An old friend of mine recently posted a video blog that I found to be brilliant.
Mike (GeePaw) Hill presented Five Underplayed Premises of TDD on a web page that contains an article and a video. The video and the article appear to be identical in content; so you can read, or listen, or both. However, there is much more information in the video, because Mike’s passion is an effective seasoning to the solid content of his article.
The primary thrust of Mike’s message is that TDD helps you to:
- Deliver Value Faster.
- Exercise Good Judgement.
- Improve Internal Quality.
- Increase Efficiency.
- Improve External Quality.
Mike makes these points quickly, adeptly, and convincingly. The video is a joy to watch. The article is a joy to read. They make me hope that the GeePaw series of video blogs will continue to produce such high quality content for a very long time.
But I have a quibble. And it’s kind of a big one – at least for me. And so, for the rest of this article, I shall employ the Writer’s Workshop convention of using the phrase “The Author”, instead of the author’s name.
It’s not a quibble with any of the author’s major points. Those points are perfectly solid. It’s a quibble with something the author said in an aside.
While discussing that TDD helps us deliver value faster, the author says:
“TDD is not about good citizenship. You are not immoral if you don’t TDD. You’re not not a good looker forwarder or a protector of the future. It’s not about citizenship. TDD isn’t even about raising the quality of your code. Now TDD very often does increase the quality of teams that aren’t doing it to begin with, but that’s actually neither here nor there, because TDD isn’t about that. TDD is about more value faster.

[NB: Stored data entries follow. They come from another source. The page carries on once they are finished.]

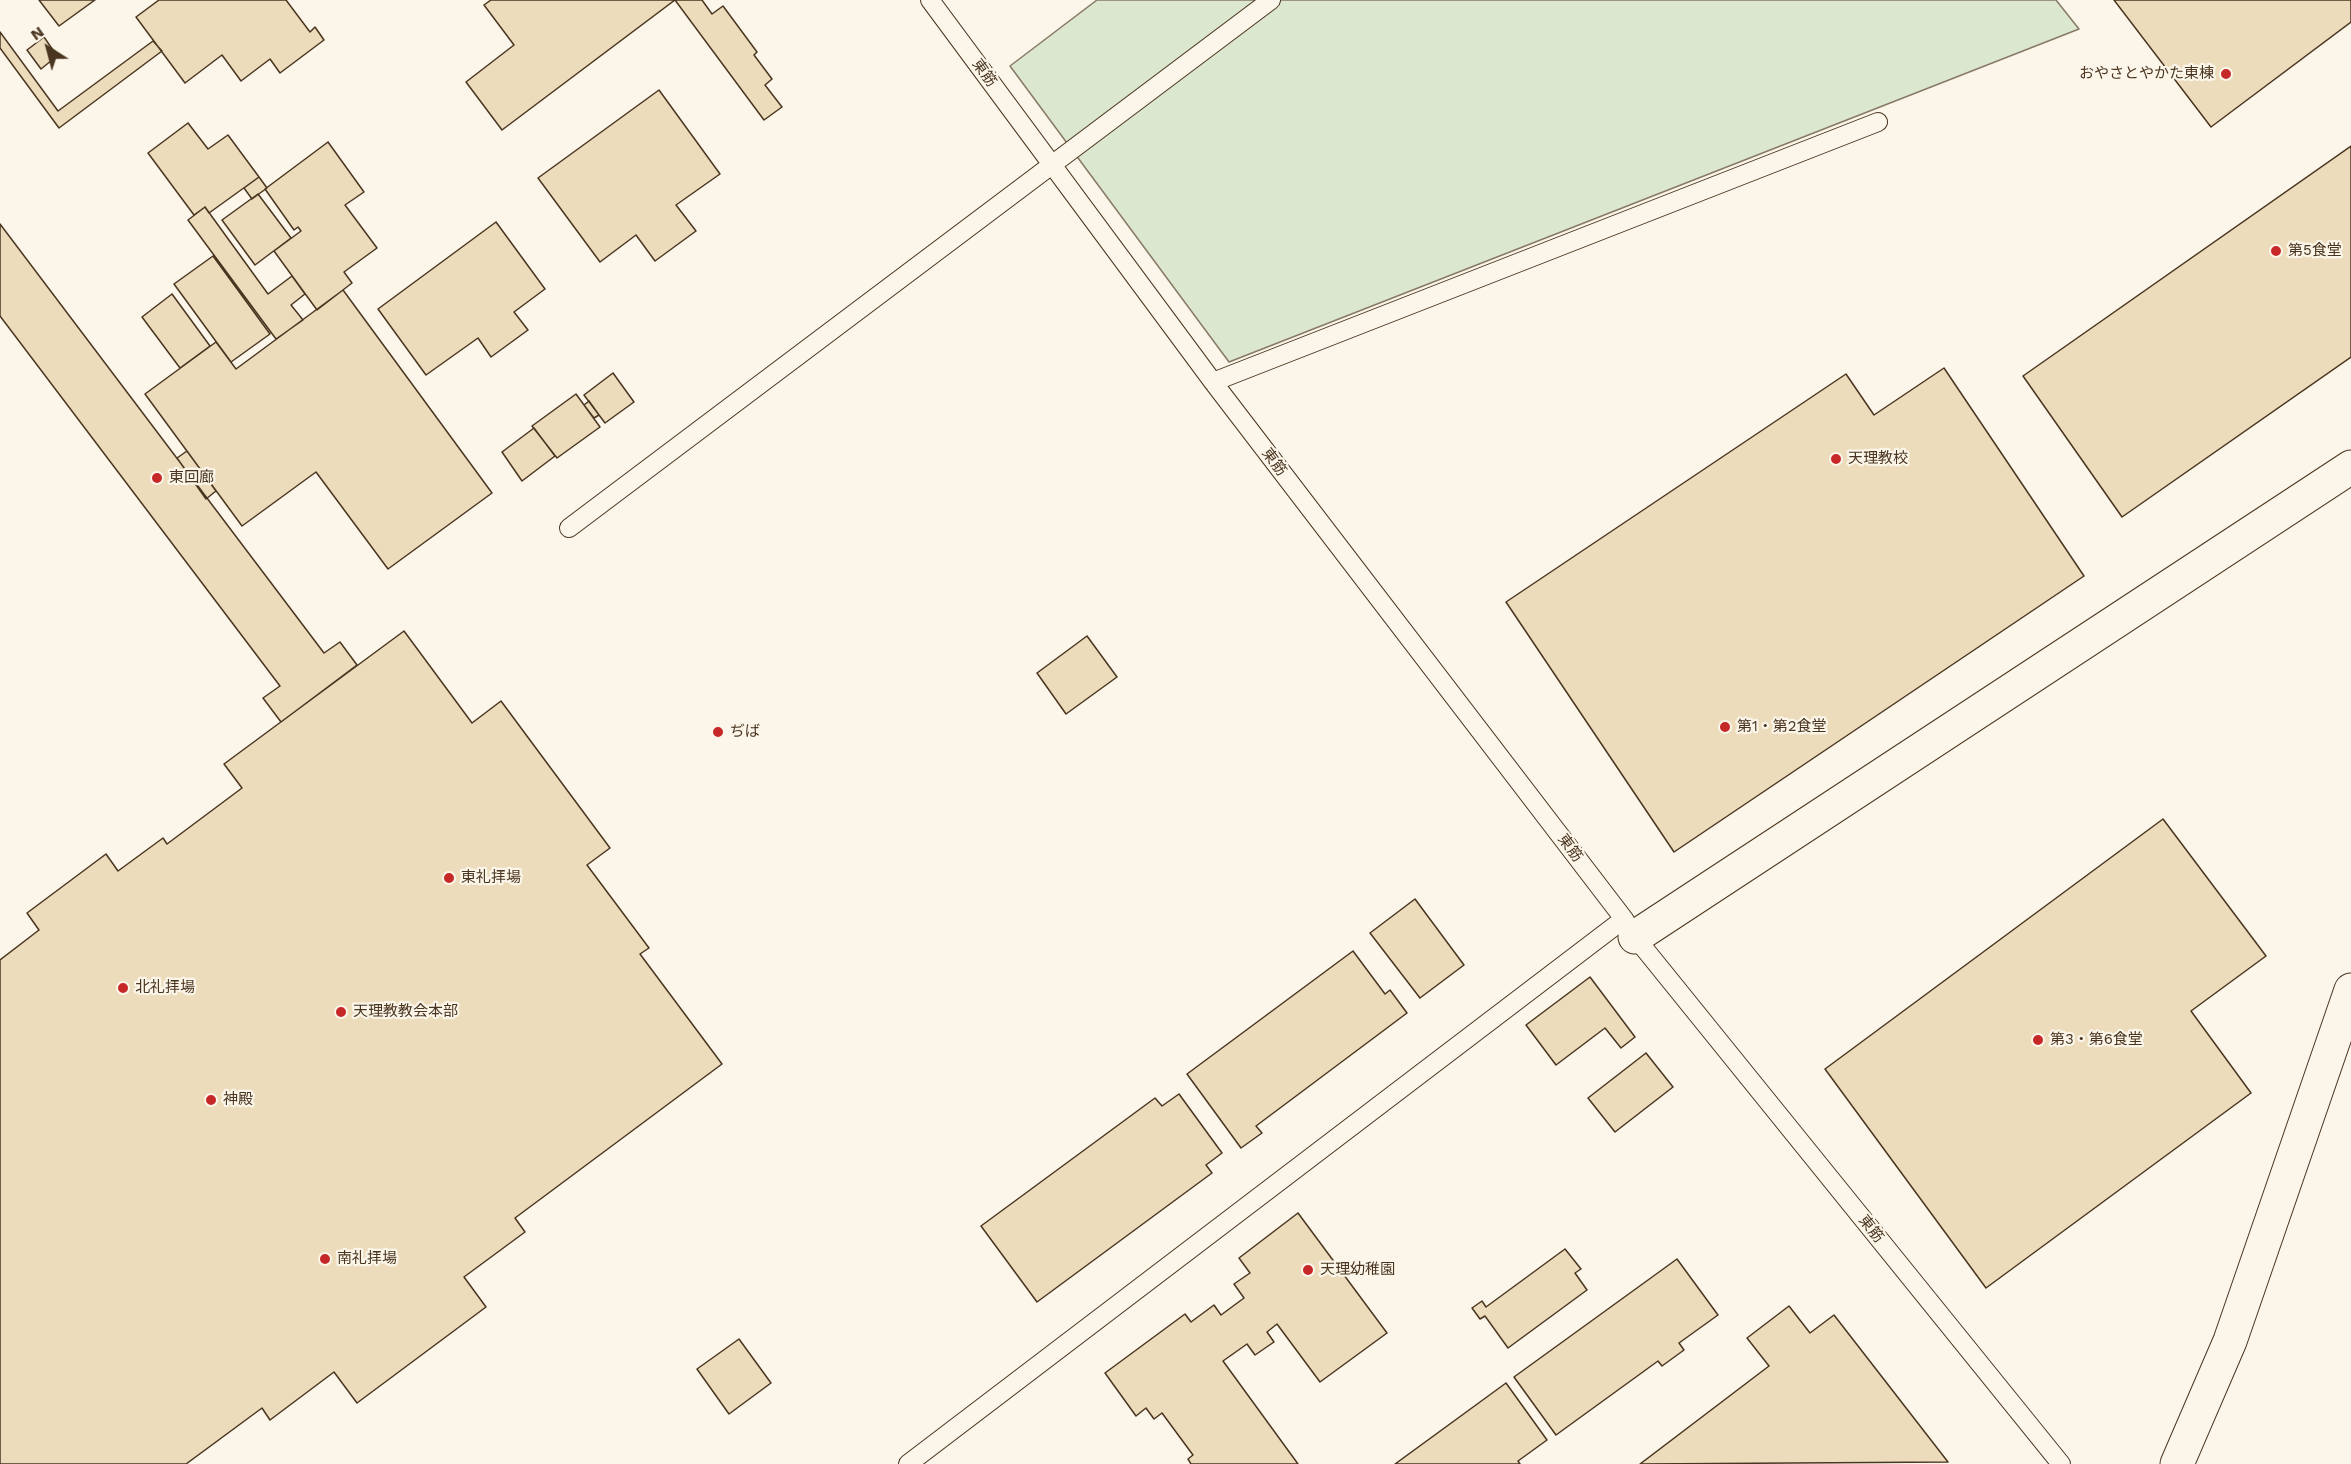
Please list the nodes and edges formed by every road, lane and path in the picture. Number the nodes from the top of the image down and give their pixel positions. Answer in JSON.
{"nodes":[{"id":1,"x":930,"y":0,"type":"edge"},
{"id":2,"x":1271,"y":0,"type":"edge"},
{"id":3,"x":1878,"y":122,"type":"dead end"},
{"id":4,"x":1053,"y":167,"type":"junction"},
{"id":5,"x":1213,"y":382,"type":"junction"},
{"id":6,"x":2351,"y":466,"type":"edge"},
{"id":7,"x":569,"y":528,"type":"dead end"},
{"id":8,"x":1630,"y":928,"type":"junction"},
{"id":9,"x":2351,"y":990,"type":"edge"},
{"id":10,"x":908,"y":1464,"type":"edge"},
{"id":11,"x":2061,"y":1464,"type":"edge"},
{"id":12,"x":2177,"y":1464,"type":"edge"}],
"edges":[{"from":1,"to":4,"type":"lane","name":"東筋"},
{"from":2,"to":4,"type":"lane"},
{"from":3,"to":5,"type":"lane"},
{"from":4,"to":5,"type":"lane","name":"東筋"},
{"from":4,"to":7,"type":"lane"},
{"from":5,"to":8,"type":"lane","name":"東筋"},
{"from":6,"to":8,"type":"street"},
{"from":8,"to":10,"type":"lane"},
{"from":8,"to":11,"type":"lane","name":"東筋"},
{"from":9,"to":12,"type":"street"}]}
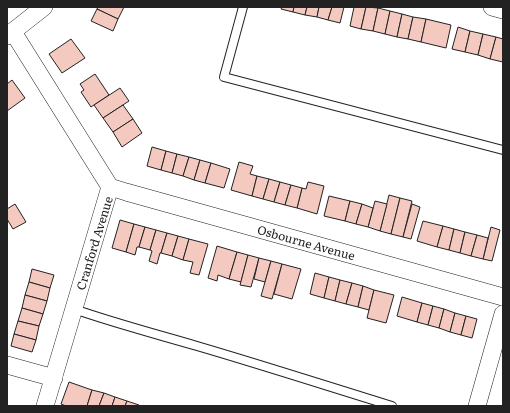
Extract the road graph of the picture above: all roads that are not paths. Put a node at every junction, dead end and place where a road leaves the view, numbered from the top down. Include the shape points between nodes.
1 (44, 7) edge
2 (243, 7) edge
3 (492, 7) edge
4 (503, 10) edge
5 (10, 34) edge
6 (503, 150) edge
7 (110, 187) junction
8 (503, 297) edge
9 (74, 309) junction
10 (503, 314) edge
11 (7, 364) edge
12 (54, 378) junction
13 (45, 406) edge
14 (392, 406) edge
15 (477, 406) edge

1 - 5 street
2 - 6 lane via 224,77
3 - 4 street
5 - 7 street, Cranford Avenue
7 - 8 street, Osbourne Avenue
7 - 9 street, Cranford Avenue
9 - 12 street, Cranford Avenue
9 - 14 lane
10 - 15 street
11 - 12 street
12 - 13 street, Cranford Avenue

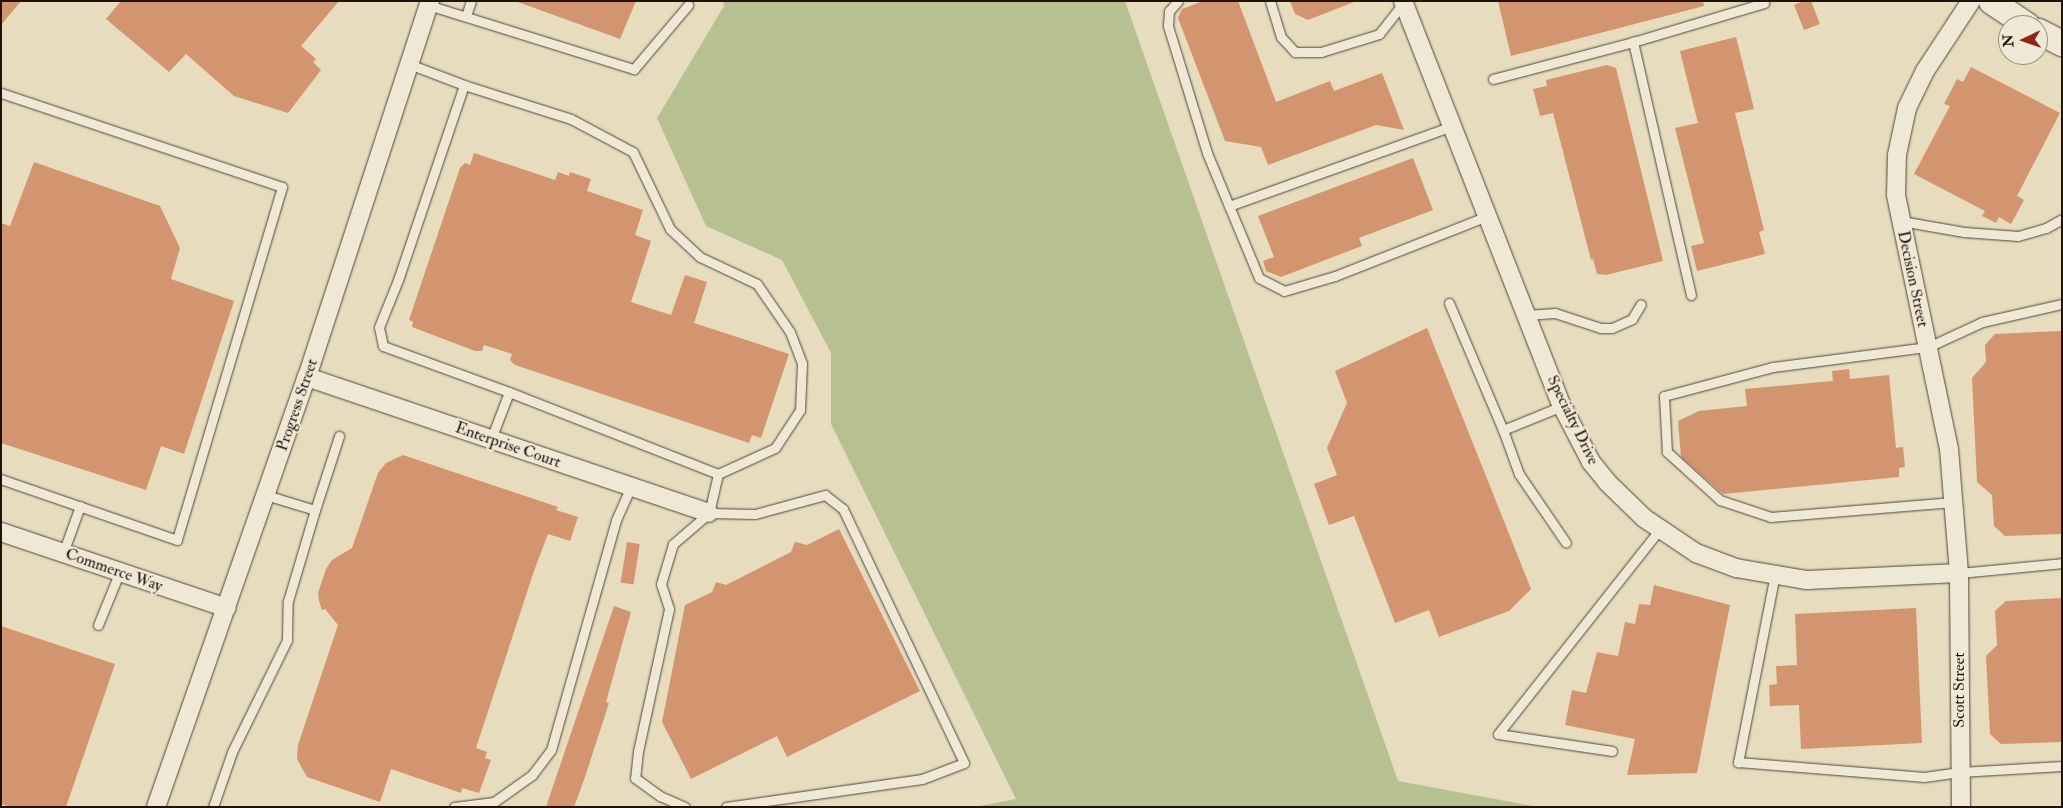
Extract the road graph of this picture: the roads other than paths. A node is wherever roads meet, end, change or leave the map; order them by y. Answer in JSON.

The other thing it’s not about? It’s not about art and it’s not about craftsmanship. It’s not about the excellence of our high standards. The reason we test drive is by test driving, we go faster. We put more value into the field faster than if we didn’t do TDD. And that is the money premise. We’re in this for the money.”
These two paragraphs are entirely inconsistent with the rest of the article in the following ways:
The author asserts that TDD is not about quality; and yet his third and fifth points assert that TDD helps internal and external quality. If you accept those points then clearly TDD is about raising the quality of your code, as well as the quality of your product.
The author asserts that TDD is not about art, or craftsmanship, or excellence of our high standards; and yet his five points stress judgement, and quality, and efficiency which are the very essence of craftsmanship, art, and high standards.
The author asserts that TDD is not about good citizenship or morality. Herein lies the crux of my quibble; and so I must explain at some length.
By “citizenship” I presume the author means citizenship in the software community. By “morality” I presume the author means professional ethics. In the following discussion we’ll stick with the author’s words and infer their meanings appropriately.
How can programmers be good moral citizens if they are not using the best means at their disposal to: deliver value faster, use good judgement, improve internal quality, increase efficiency, and improve external quality? Is the author suggesting that a programmer who, out of negligence, goes slow, uses bad judgement, makes an internal mess, create gross inefficiencies, and delivers bad features is being a good moral citizen? I think that’s absurd.
Now, to be fair, it may be that the author’s point is that TDD is not the only way to achieve these five goals; and that therefore TDD is not the only way to be a good moral citizen of the software community. Whether that is so, or not, is irrelevant to the point. The fact that TDD helps with those five goals means that TDD is about good moral citizenship. It may not be the only path to that good moral citizenship; but it is a path.
Let’s say this a different way. Does the author believe that he would continue to be a good moral citizen of the software community if he abandoned TDD? Now, since I know the author to be such a good moral citizen, the only possible answer to this question is: Yes! Of course. Because the only way the author would abandon TDD is if he found some better means to achieve those five goals.
And so we can deduce that the five goals are the issue; and not TDD. Striving to achieve those five goals is what makes you a good moral citizen of the software community. TDD is merely one of the paths that assist in that striving.
That’s all well and good. However, since TDD is a path towards the goals, it is not fair to say that TDD is not about the goals. TDD is, in fact, about being a good moral citizen of the software community. TDD is about professional ethics.
Lastly, let me say that I eagerly await a better path to those goals. So far, I haven’t found one.